Arithmetic speed of the base machine is a less important measure than the emulated-to-real ratio, 
primarily because arithmetic is generally a small percentage of the overall emulator code - more 
time is spent in doing data movement and reformatting than in doing arithmetic for all but the most 
arithmetic-intensive target architectures. Fixed-point addition of 32 bit numbers is done in a single 
micro-cycle on the 3600; floating point arithmetic has been specified to run at approximately one 
million floating point operations per second (hardware assisted - not quite an order of magnitude 
slower if done in micro-code). 


Memory size is an important measure, and has already been discussed. The facility has the 
potential to grow to 512 megabytes of real storage (64 processors with 8 megabytes per processor). 
Because of the switch design, it is also possible to add another 64 processors to this base with the 
attendant increase in overall capacity. 


The overall efficiency of emulating other architectures of current interest (eg., the Connection 
Machine [11], Columbia University’s Non-Von [19], University of Texas’ TRAC [18], NYU 
Ultracomputer [8], MuNets [9] and the BBN Butterfly machine [17]) on the MEF is open to 
question. The interconnection schemes used in all these machines can be more or less directly — 
emulated on the MEF (the only exception is the Ultracomputer which requires a fundamentally 
different switch). A lack of global clock type synchronization between processors may pose 
difficulty in modeling those architectures which make heavy use of a global clock. However two 
facts should be noted that (1) in all cases, the MEF would provide a far superior 
emulation/simulation vehicle (both in terms of performance as well as the ease of use) than what is 
available to researchers of these groups, and (2) applications to be run on these novel architectures 
can be directly implemented on the MEF. It should come as no surprise that the MEF may not 
easily out perform a machine which is a direct implementation of a specific architecture, 


3. The Tagged-Token Dataflow Machine 


The architecture of an effective multiple processor system, it has been argued [2], must address 
two basic issues.
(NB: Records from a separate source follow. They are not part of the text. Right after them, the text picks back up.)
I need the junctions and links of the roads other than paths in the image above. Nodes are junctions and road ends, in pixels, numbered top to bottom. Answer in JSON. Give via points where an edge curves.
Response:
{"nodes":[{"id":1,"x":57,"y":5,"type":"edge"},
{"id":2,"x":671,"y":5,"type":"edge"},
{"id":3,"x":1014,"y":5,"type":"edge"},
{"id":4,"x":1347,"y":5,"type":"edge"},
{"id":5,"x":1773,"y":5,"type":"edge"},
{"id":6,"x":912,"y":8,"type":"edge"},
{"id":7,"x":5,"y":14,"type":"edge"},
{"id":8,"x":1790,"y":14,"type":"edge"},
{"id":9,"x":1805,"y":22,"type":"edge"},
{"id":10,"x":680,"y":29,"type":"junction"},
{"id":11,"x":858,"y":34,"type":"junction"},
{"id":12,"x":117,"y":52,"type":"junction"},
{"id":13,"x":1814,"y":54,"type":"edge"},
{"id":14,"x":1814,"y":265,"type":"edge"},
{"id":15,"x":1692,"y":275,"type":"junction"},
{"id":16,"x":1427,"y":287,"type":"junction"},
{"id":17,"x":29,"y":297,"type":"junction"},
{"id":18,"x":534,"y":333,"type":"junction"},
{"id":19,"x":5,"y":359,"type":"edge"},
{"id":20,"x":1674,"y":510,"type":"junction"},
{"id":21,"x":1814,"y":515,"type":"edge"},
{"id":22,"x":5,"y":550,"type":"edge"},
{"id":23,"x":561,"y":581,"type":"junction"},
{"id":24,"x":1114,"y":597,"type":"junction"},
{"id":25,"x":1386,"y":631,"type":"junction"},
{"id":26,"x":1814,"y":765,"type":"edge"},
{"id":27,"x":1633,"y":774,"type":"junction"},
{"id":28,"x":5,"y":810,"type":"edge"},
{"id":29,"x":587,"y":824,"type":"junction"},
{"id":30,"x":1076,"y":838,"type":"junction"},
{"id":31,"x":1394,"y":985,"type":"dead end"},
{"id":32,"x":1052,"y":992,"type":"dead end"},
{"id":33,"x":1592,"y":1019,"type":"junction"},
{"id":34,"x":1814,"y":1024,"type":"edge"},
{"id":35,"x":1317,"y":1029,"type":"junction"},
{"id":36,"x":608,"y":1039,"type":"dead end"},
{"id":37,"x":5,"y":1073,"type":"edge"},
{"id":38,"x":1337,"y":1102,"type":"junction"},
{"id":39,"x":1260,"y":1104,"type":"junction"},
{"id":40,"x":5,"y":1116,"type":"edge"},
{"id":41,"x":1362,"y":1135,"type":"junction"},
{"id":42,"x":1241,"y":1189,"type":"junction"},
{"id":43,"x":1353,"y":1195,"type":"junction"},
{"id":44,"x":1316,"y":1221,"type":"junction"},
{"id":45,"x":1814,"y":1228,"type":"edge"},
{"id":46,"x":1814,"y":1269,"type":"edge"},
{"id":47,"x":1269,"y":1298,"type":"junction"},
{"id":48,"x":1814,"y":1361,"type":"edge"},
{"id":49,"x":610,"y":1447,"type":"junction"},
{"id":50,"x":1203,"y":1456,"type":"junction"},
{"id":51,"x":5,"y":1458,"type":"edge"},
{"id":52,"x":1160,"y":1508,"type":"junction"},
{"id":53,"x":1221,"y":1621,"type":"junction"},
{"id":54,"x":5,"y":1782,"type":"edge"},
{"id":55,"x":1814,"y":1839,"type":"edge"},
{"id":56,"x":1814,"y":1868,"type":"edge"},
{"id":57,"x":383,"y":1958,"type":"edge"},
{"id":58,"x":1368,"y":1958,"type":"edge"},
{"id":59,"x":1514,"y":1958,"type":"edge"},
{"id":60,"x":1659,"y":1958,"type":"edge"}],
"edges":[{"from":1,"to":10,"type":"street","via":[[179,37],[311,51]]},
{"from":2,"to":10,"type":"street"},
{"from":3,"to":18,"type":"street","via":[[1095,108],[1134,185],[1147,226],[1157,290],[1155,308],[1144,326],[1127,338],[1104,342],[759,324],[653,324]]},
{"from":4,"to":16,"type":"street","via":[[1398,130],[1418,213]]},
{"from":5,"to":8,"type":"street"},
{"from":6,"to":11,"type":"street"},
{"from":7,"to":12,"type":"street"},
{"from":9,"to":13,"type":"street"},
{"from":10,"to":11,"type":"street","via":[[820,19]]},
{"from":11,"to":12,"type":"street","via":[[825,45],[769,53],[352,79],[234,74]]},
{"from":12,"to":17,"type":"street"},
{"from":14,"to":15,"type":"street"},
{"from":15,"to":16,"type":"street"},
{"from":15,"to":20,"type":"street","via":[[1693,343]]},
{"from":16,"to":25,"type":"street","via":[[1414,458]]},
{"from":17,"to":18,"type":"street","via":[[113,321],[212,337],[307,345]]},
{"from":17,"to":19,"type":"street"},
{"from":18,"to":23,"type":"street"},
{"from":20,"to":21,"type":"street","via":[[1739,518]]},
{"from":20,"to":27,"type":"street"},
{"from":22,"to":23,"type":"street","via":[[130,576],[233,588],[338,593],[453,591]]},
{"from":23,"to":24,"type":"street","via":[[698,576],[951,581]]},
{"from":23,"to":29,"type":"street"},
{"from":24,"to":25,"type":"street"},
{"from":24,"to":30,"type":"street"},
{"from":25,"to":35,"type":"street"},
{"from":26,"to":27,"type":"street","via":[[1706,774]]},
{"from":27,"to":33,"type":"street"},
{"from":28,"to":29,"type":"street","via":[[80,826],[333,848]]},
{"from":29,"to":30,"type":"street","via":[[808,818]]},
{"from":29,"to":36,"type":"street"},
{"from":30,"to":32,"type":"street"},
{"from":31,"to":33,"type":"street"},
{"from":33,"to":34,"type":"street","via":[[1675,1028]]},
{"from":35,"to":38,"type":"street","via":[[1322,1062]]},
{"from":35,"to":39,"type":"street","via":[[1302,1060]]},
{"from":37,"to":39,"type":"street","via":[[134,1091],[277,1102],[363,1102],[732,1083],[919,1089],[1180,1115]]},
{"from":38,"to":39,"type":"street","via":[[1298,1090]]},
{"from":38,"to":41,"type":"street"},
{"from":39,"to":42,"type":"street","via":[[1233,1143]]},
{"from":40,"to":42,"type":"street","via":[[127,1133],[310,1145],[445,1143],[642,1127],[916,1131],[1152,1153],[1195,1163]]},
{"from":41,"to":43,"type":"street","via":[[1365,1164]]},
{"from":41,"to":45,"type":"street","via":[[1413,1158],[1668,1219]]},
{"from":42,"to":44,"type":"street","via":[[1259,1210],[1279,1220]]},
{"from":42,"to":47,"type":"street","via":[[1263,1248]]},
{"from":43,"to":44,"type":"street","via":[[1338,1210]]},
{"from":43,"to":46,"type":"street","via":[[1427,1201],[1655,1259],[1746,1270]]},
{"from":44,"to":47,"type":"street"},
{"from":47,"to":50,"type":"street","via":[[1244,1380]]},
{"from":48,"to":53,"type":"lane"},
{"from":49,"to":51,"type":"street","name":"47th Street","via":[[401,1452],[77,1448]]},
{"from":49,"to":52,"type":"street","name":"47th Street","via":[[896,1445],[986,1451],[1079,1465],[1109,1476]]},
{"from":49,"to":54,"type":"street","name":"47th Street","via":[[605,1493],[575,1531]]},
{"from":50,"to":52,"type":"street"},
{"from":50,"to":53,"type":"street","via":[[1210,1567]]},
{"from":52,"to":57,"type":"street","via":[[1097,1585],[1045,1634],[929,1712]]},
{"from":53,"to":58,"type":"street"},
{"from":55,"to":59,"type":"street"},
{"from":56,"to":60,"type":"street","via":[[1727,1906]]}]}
The first is the ability to tolerate memory latency, ie, the time between issuing a 
memory request and getting a response. The second is the ability to share data between processes 
without constraining parallelism. We believe that the traditional von Neumann model precludes a 
satisfactory solution to these problems. . 


The dataflow architecture on the other hand addresses these problems at a fundamental level - its 
model of computation. The goal of dataflow research is to solve these problems and to establish 
that linear computation speedup can be achieved with linear increase in hardware complexity.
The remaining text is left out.